Each line below that contains "Αναξαγόρα" counts once; report the total and nothing more.

[[ LISTED RECORDS open ]]

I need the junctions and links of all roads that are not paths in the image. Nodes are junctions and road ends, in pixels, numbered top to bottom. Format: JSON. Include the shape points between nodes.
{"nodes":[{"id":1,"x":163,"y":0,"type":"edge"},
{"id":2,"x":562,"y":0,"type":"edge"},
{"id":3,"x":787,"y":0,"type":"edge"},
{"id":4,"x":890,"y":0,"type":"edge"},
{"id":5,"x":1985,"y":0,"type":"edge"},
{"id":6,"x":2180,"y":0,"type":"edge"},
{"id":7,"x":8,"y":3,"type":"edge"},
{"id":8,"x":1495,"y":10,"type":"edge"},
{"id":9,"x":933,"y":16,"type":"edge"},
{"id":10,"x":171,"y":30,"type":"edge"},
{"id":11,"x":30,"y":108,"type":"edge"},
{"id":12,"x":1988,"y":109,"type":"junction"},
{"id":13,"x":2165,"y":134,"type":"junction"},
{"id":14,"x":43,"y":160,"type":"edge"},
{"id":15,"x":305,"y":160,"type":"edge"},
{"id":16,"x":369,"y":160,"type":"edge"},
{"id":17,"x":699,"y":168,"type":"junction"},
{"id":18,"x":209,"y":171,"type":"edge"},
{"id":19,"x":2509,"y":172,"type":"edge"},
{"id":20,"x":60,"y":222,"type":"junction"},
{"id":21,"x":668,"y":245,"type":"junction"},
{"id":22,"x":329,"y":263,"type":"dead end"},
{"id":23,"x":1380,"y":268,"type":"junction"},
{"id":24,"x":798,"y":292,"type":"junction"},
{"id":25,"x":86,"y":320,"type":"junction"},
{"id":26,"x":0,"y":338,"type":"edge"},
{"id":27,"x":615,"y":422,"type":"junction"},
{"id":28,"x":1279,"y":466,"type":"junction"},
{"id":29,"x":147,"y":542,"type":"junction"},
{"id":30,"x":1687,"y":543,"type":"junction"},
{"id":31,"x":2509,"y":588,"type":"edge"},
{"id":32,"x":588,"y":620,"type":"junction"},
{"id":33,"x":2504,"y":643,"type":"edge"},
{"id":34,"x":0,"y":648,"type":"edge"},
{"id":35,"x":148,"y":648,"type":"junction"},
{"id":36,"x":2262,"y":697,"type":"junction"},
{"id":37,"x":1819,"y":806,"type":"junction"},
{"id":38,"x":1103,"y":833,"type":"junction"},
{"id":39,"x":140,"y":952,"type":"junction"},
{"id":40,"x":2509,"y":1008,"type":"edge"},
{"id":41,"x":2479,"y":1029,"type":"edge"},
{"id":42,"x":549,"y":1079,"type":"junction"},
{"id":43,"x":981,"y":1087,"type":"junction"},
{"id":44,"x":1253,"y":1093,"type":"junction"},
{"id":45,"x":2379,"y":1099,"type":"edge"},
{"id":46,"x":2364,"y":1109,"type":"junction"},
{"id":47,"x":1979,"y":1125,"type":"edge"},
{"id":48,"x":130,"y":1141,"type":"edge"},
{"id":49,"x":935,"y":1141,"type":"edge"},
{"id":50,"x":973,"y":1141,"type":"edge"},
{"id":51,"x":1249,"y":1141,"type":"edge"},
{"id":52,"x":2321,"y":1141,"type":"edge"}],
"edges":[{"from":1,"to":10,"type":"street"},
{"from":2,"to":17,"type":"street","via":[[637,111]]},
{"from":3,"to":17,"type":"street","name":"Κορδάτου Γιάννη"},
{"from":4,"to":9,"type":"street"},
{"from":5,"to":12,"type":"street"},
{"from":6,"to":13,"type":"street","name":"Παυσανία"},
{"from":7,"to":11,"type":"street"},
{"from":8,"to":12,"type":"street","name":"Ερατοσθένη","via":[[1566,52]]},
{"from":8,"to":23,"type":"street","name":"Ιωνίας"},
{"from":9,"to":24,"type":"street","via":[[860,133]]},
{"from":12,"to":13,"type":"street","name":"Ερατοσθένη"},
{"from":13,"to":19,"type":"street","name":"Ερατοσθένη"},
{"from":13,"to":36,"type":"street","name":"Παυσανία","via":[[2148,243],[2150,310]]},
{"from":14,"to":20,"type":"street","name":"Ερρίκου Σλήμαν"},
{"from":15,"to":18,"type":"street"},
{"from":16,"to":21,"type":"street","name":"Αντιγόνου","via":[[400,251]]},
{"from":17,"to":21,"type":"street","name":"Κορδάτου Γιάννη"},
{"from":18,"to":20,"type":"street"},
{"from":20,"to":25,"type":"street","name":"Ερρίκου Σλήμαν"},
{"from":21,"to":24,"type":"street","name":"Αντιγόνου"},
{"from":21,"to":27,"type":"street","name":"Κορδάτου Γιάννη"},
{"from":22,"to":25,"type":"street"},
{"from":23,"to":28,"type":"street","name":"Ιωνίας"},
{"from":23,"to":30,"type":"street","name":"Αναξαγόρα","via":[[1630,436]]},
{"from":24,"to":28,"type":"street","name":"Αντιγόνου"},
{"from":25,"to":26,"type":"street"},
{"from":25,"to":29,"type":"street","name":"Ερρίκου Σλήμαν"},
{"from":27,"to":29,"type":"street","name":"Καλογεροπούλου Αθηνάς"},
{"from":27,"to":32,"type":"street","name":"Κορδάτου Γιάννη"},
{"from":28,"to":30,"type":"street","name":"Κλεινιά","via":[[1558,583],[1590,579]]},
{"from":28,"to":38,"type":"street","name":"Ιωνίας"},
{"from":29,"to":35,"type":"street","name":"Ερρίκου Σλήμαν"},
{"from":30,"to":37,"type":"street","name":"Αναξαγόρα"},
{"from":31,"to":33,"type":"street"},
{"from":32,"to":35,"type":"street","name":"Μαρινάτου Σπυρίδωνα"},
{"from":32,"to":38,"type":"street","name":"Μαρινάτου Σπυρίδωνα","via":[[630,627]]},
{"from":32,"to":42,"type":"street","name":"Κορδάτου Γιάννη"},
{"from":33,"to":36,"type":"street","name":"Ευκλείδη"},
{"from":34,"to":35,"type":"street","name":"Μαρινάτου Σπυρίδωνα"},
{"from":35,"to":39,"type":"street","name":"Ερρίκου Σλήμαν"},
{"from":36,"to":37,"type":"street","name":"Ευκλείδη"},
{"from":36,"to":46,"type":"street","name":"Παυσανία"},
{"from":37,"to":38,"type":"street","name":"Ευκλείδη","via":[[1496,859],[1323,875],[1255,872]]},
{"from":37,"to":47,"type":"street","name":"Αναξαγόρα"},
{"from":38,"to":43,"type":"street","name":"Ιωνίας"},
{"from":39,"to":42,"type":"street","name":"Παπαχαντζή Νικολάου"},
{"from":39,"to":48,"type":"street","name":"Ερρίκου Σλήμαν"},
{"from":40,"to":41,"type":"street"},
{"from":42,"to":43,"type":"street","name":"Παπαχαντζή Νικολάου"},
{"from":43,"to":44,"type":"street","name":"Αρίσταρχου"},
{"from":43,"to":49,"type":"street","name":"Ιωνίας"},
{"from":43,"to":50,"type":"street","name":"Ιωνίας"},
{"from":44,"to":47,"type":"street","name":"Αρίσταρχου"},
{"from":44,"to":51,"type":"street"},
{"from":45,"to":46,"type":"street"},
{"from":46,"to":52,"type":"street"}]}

[[ LISTED RECORDS closed ]]

- _ANSWER SPACE_
3